| Work instructions |
For this exercise, restate every line below word for word and drop the images.
** Task data follows **
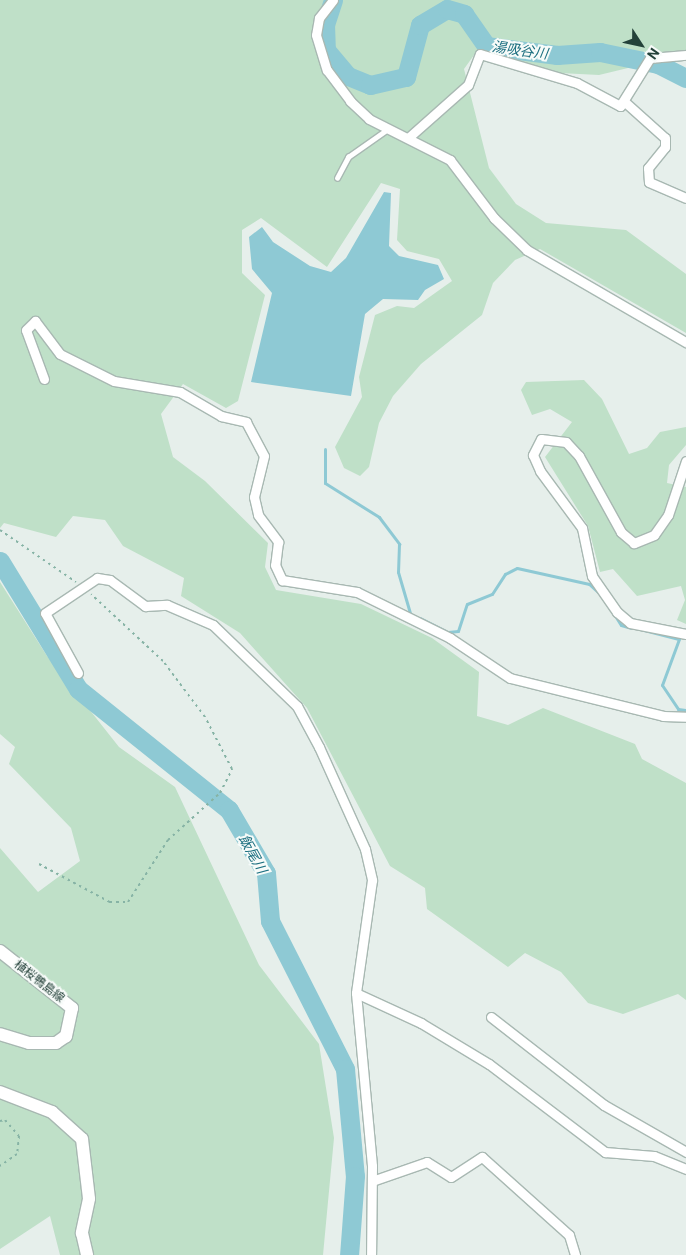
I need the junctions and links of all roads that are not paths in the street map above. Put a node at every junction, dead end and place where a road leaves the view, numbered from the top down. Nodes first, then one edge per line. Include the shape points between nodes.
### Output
1 (327, 4) edge
2 (686, 55) edge
3 (626, 103) junction
4 (388, 129) junction
5 (408, 138) junction
6 (337, 178) dead end
7 (686, 198) edge
8 (686, 342) edge
9 (44, 379) dead end
10 (686, 461) edge
11 (686, 634) edge
12 (78, 673) dead end
13 (686, 717) edge
14 (0, 951) edge
15 (356, 993) junction
16 (491, 1017) dead end
17 (0, 1034) edge
18 (0, 1092) edge
19 (686, 1152) edge
20 (686, 1169) edge
21 (372, 1181) junction
22 (87, 1255) edge
23 (371, 1255) edge
24 (576, 1255) edge

1 - 4 street via 316,35 327,70 350,101
2 - 3 street via 650,58
3 - 5 street via 612,105 577,83 480,54 474,60 468,85
3 - 7 street via 665,138 665,147 648,168 649,182
4 - 5 street
4 - 6 lane via 348,157
5 - 8 street via 450,160 494,218 527,250
9 - 13 street via 26,330 35,321 60,354 114,381 180,392 221,416 246,422 264,456 254,497 258,515 278,542 275,565 282,580 357,592 450,638 510,678 663,716
10 - 11 street via 668,515 654,536 634,543 620,532 580,456 566,442 542,439 533,455 540,471 582,528 592,576 617,612 630,623
12 - 15 street via 45,613 97,578 110,580 145,606 167,605 213,625 297,706 365,849 372,880
14 - 17 main road, 植桜鴨島線 via 72,1008 66,1036 56,1043 29,1044
15 - 20 street via 420,1024 489,1064 605,1152 654,1156
15 - 21 street
16 - 19 street via 604,1105
18 - 22 main road via 52,1112 82,1139 89,1200 82,1233
21 - 23 street
21 - 24 street via 427,1162 451,1177 482,1157 569,1235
** End of Task data **
| Task output |
I need the junctions and links of all roads that are not paths in the street map above. Put a node at every junction, dead end and place where a road leaves the view, numbered from the top down. Nodes first, then one edge per line. Include the shape points between nodes.
### Output
1 (327, 4) edge
2 (686, 55) edge
3 (626, 103) junction
4 (388, 129) junction
5 (408, 138) junction
6 (337, 178) dead end
7 (686, 198) edge
8 (686, 342) edge
9 (44, 379) dead end
10 (686, 461) edge
11 (686, 634) edge
12 (78, 673) dead end
13 (686, 717) edge
14 (0, 951) edge
15 (356, 993) junction
16 (491, 1017) dead end
17 (0, 1034) edge
18 (0, 1092) edge
19 (686, 1152) edge
20 (686, 1169) edge
21 (372, 1181) junction
22 (87, 1255) edge
23 (371, 1255) edge
24 (576, 1255) edge

1 - 4 street via 316,35 327,70 350,101
2 - 3 street via 650,58
3 - 5 street via 612,105 577,83 480,54 474,60 468,85
3 - 7 street via 665,138 665,147 648,168 649,182
4 - 5 street
4 - 6 lane via 348,157
5 - 8 street via 450,160 494,218 527,250
9 - 13 street via 26,330 35,321 60,354 114,381 180,392 221,416 246,422 264,456 254,497 258,515 278,542 275,565 282,580 357,592 450,638 510,678 663,716
10 - 11 street via 668,515 654,536 634,543 620,532 580,456 566,442 542,439 533,455 540,471 582,528 592,576 617,612 630,623
12 - 15 street via 45,613 97,578 110,580 145,606 167,605 213,625 297,706 365,849 372,880
14 - 17 main road, 植桜鴨島線 via 72,1008 66,1036 56,1043 29,1044
15 - 20 street via 420,1024 489,1064 605,1152 654,1156
15 - 21 street
16 - 19 street via 604,1105
18 - 22 main road via 52,1112 82,1139 89,1200 82,1233
21 - 23 street
21 - 24 street via 427,1162 451,1177 482,1157 569,1235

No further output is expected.